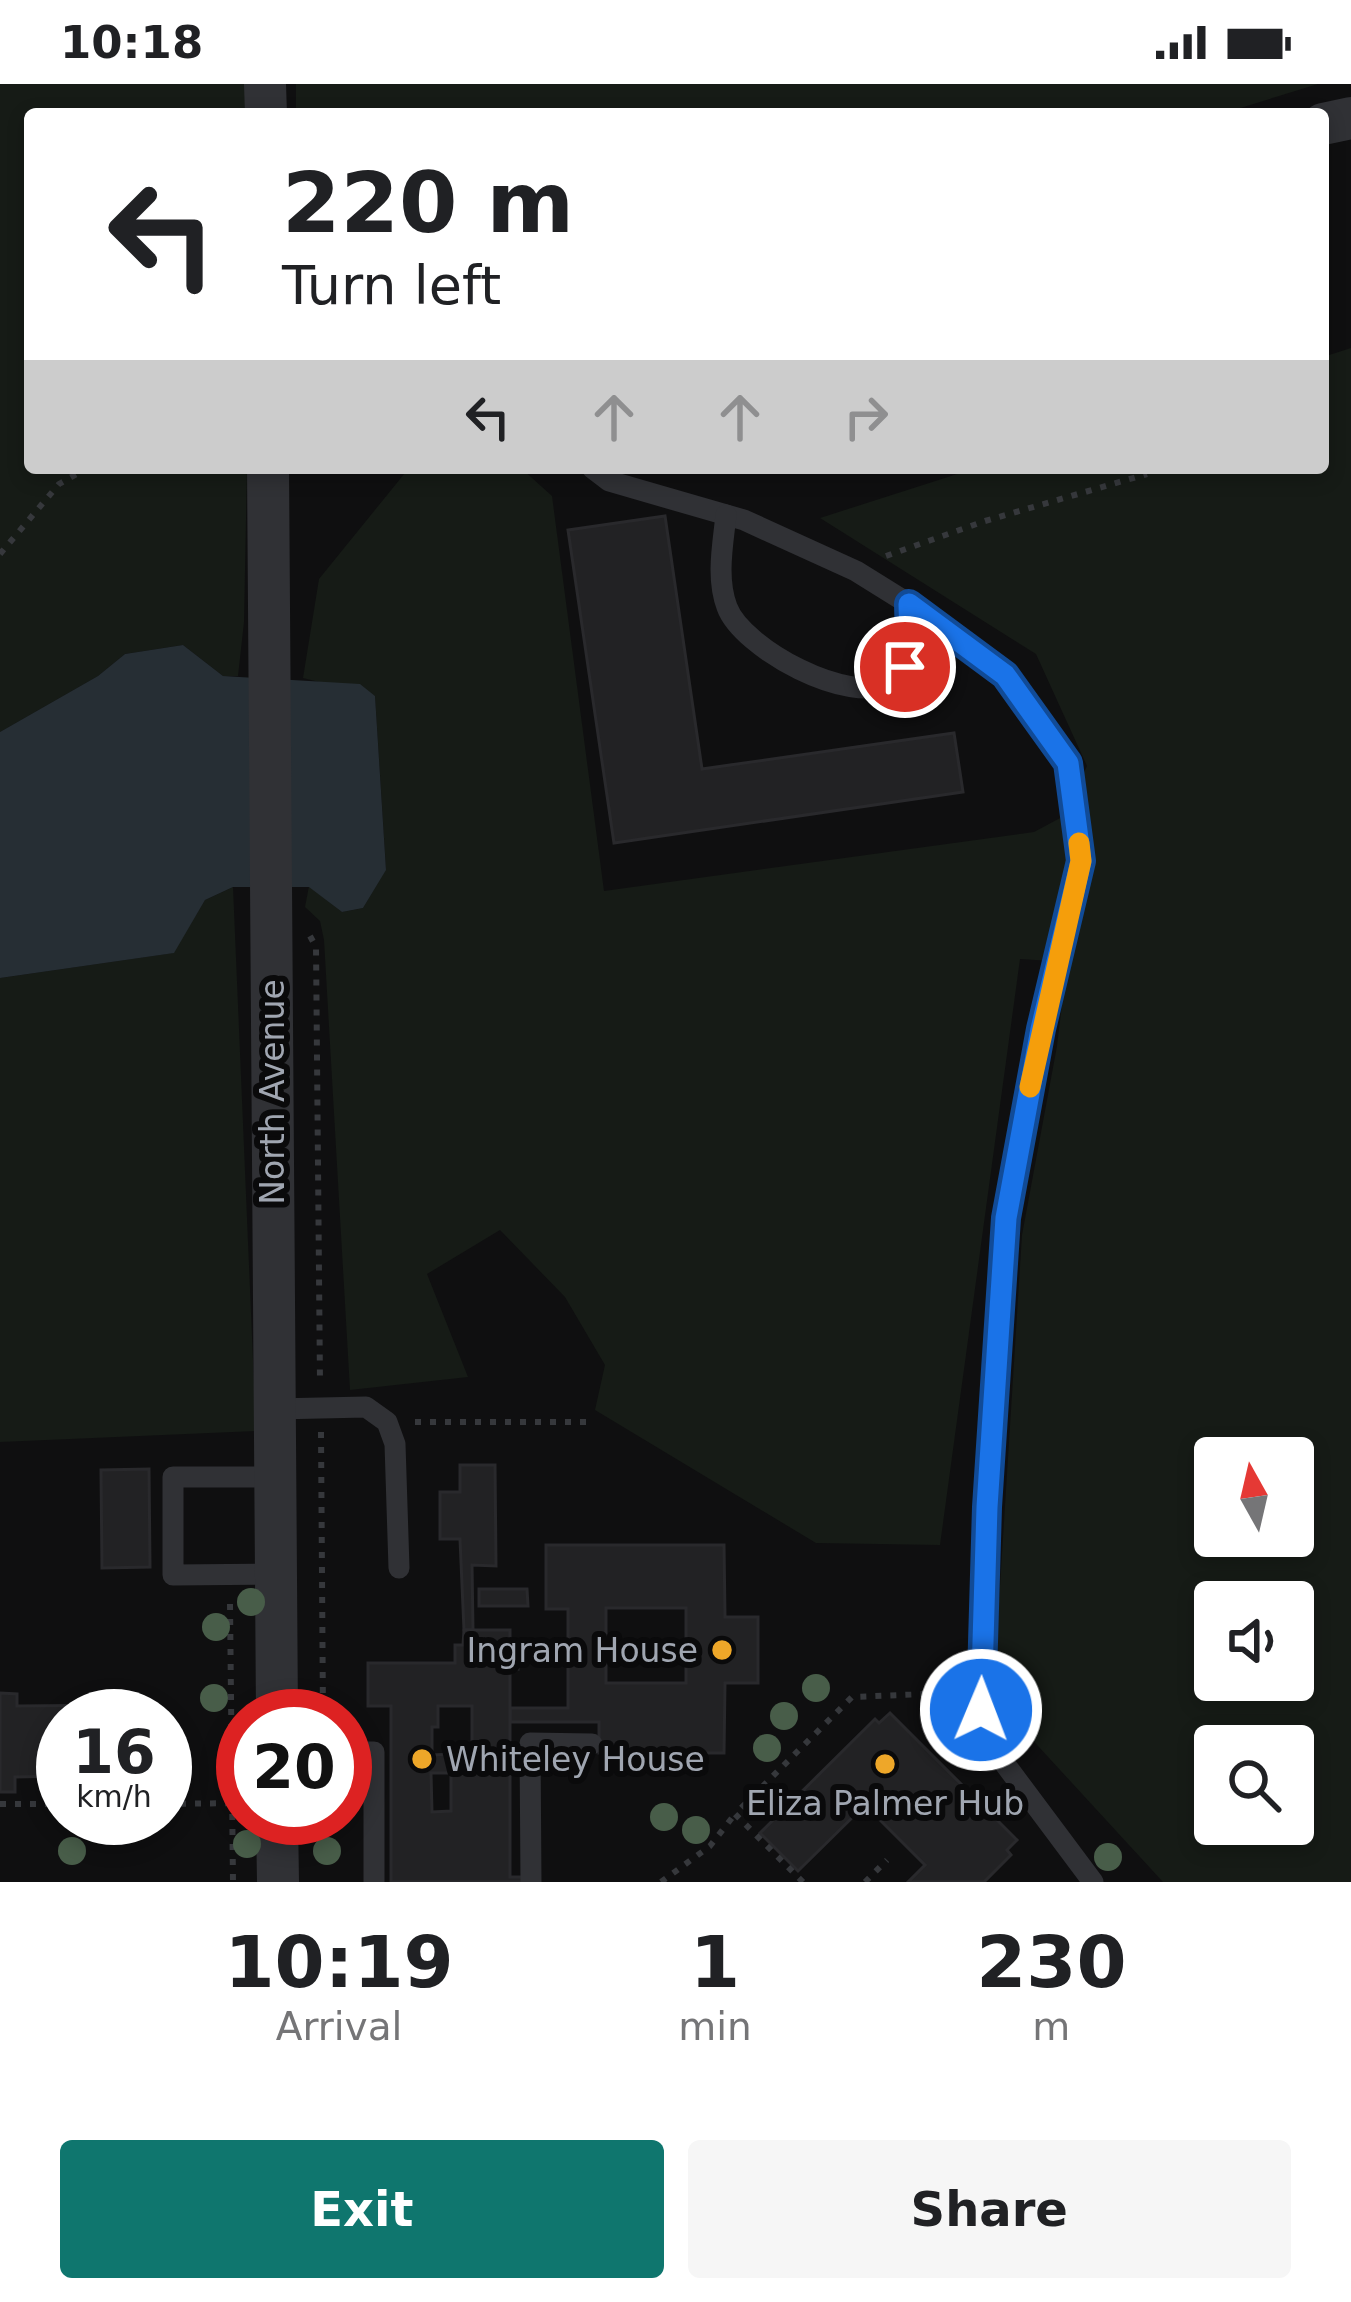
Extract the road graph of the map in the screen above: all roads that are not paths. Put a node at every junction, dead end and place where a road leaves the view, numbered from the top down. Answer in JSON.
{"nodes":[{"id":1,"x":268,"y":474,"type":"edge"},
{"id":2,"x":600,"y":474,"type":"edge"},
{"id":3,"x":726,"y":515,"type":"junction"},
{"id":4,"x":909,"y":604,"type":"junction"},
{"id":5,"x":275,"y":1409,"type":"junction"},
{"id":6,"x":275,"y":1477,"type":"junction"},
{"id":7,"x":399,"y":1568,"type":"dead end"},
{"id":8,"x":276,"y":1574,"type":"junction"},
{"id":9,"x":277,"y":1689,"type":"edge"},
{"id":10,"x":592,"y":1744,"type":"dead end"},
{"id":11,"x":372,"y":1752,"type":"edge"},
{"id":12,"x":284,"y":1845,"type":"edge"},
{"id":13,"x":278,"y":1882,"type":"edge"},
{"id":14,"x":374,"y":1882,"type":"edge"},
{"id":15,"x":531,"y":1882,"type":"edge"},
{"id":16,"x":1093,"y":1882,"type":"edge"}],
"edges":[{"from":1,"to":5,"type":"street","name":"North Avenue"},
{"from":2,"to":3,"type":"lane"},
{"from":3,"to":4,"type":"lane"},
{"from":3,"to":4,"type":"lane"},
{"from":4,"to":16,"type":"lane"},
{"from":5,"to":6,"type":"street","name":"North Avenue"},
{"from":5,"to":7,"type":"lane"},
{"from":6,"to":8,"type":"street","name":"North Avenue"},
{"from":6,"to":8,"type":"lane"},
{"from":8,"to":9,"type":"street","name":"North Avenue"},
{"from":10,"to":15,"type":"lane"},
{"from":11,"to":14,"type":"lane"},
{"from":12,"to":13,"type":"street"}]}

※

*Assignment*: I'd like the material duplicated exactly, without its pictures.

*Exercise result*:
Extract the road graph of the map in the screen above: all roads that are not paths. Put a node at every junction, dead end and place where a road leaves the view, numbered from the top down. Answer in JSON.
{"nodes":[{"id":1,"x":268,"y":474,"type":"edge"},
{"id":2,"x":600,"y":474,"type":"edge"},
{"id":3,"x":726,"y":515,"type":"junction"},
{"id":4,"x":909,"y":604,"type":"junction"},
{"id":5,"x":275,"y":1409,"type":"junction"},
{"id":6,"x":275,"y":1477,"type":"junction"},
{"id":7,"x":399,"y":1568,"type":"dead end"},
{"id":8,"x":276,"y":1574,"type":"junction"},
{"id":9,"x":277,"y":1689,"type":"edge"},
{"id":10,"x":592,"y":1744,"type":"dead end"},
{"id":11,"x":372,"y":1752,"type":"edge"},
{"id":12,"x":284,"y":1845,"type":"edge"},
{"id":13,"x":278,"y":1882,"type":"edge"},
{"id":14,"x":374,"y":1882,"type":"edge"},
{"id":15,"x":531,"y":1882,"type":"edge"},
{"id":16,"x":1093,"y":1882,"type":"edge"}],
"edges":[{"from":1,"to":5,"type":"street","name":"North Avenue"},
{"from":2,"to":3,"type":"lane"},
{"from":3,"to":4,"type":"lane"},
{"from":3,"to":4,"type":"lane"},
{"from":4,"to":16,"type":"lane"},
{"from":5,"to":6,"type":"street","name":"North Avenue"},
{"from":5,"to":7,"type":"lane"},
{"from":6,"to":8,"type":"street","name":"North Avenue"},
{"from":6,"to":8,"type":"lane"},
{"from":8,"to":9,"type":"street","name":"North Avenue"},
{"from":10,"to":15,"type":"lane"},
{"from":11,"to":14,"type":"lane"},
{"from":12,"to":13,"type":"street"}]}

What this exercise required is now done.